When I presented the draft I was quite happy with, I was told that the love for Chekhov is palpable from the whole story. It is true that I love Chekhov, – and I am lucky enough to have read his works in the original -, he is probably one of my most favourite authors ever. I admire his modernity, his timeless style, his knowledge of the human soul. Some writers who were big in the 1980s feel dated today. Chekhov, even after more than a hundred years, feels contemporary. But that was entirely subconscious.

One thing I did in full knowledge, was the structure of the story. I used the structure of romantic novels to build sexual tension between the heroine and a stranger she encounters on the journey.  The difference is, of course, that the dubiousness of his background and doubts over his true mission never go, and there is no happy ending.
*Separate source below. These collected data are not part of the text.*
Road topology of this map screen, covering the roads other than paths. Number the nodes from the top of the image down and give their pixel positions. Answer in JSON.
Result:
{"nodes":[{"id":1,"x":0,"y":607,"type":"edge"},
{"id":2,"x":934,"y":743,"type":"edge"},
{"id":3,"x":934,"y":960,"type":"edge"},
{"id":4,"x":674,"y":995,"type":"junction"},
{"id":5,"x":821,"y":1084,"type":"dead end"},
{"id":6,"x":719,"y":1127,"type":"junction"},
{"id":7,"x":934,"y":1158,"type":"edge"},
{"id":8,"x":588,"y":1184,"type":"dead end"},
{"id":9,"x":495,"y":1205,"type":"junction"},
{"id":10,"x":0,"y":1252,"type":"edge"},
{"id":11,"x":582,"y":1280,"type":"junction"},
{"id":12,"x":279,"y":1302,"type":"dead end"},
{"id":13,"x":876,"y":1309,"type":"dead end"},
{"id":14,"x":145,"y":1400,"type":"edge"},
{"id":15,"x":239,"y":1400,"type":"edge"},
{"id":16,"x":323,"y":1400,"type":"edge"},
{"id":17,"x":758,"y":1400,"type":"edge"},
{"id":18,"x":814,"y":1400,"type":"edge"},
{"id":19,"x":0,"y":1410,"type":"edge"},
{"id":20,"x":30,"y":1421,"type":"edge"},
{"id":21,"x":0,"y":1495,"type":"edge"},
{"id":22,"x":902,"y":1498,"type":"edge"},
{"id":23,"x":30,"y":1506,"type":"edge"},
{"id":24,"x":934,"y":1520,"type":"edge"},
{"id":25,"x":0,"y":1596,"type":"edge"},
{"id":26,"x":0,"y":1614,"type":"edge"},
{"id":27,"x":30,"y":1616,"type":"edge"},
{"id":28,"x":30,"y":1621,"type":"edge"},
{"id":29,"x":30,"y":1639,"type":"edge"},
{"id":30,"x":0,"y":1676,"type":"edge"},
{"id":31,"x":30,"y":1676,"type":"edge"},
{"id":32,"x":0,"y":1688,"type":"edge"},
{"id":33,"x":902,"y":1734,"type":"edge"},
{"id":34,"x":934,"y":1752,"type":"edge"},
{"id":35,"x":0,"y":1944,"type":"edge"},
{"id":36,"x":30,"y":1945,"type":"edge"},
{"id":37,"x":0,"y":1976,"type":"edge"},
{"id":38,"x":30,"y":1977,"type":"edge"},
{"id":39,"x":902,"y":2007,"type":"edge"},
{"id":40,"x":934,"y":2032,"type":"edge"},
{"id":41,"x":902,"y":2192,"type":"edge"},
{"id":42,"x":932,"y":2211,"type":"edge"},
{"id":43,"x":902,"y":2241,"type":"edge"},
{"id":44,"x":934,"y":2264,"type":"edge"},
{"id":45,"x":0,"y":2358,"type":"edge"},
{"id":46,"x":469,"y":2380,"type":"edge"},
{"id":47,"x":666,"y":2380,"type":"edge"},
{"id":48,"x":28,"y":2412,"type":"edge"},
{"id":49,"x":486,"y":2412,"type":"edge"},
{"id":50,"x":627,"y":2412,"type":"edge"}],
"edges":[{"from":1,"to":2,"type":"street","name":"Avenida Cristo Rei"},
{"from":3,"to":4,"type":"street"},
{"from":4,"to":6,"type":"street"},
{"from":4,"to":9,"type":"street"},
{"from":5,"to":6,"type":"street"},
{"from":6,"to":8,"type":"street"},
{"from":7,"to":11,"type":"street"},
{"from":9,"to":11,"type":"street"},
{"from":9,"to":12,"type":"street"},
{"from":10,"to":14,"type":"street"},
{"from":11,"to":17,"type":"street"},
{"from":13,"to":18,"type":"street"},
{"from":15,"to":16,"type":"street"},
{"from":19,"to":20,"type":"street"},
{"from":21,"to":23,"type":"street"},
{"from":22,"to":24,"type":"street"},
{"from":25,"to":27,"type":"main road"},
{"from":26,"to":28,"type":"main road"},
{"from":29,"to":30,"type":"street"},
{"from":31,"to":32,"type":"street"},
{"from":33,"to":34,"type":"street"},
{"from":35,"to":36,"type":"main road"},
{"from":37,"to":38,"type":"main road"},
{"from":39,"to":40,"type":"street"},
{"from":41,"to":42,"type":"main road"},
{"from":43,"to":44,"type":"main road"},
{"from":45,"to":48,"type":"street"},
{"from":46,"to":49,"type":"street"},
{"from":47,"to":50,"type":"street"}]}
When I wrote my first novel, the first publisher I addressed said that she did not like crime stories as a low genre. She did not read more than three pages. You may say that I failed as an author because I did not engage a person who decided not to publish it. However, the publisher failed as well – she let her own prejudice get in the way of reading the novel and seeing that the crime genre was a device and in fact, if the work belonged into any box, it would be best described as social satire.

I am not the best writer in the world but I like learning from the best. And what the best writers show the rest of us is that there are no small or low genres, and there is always something new you can learn.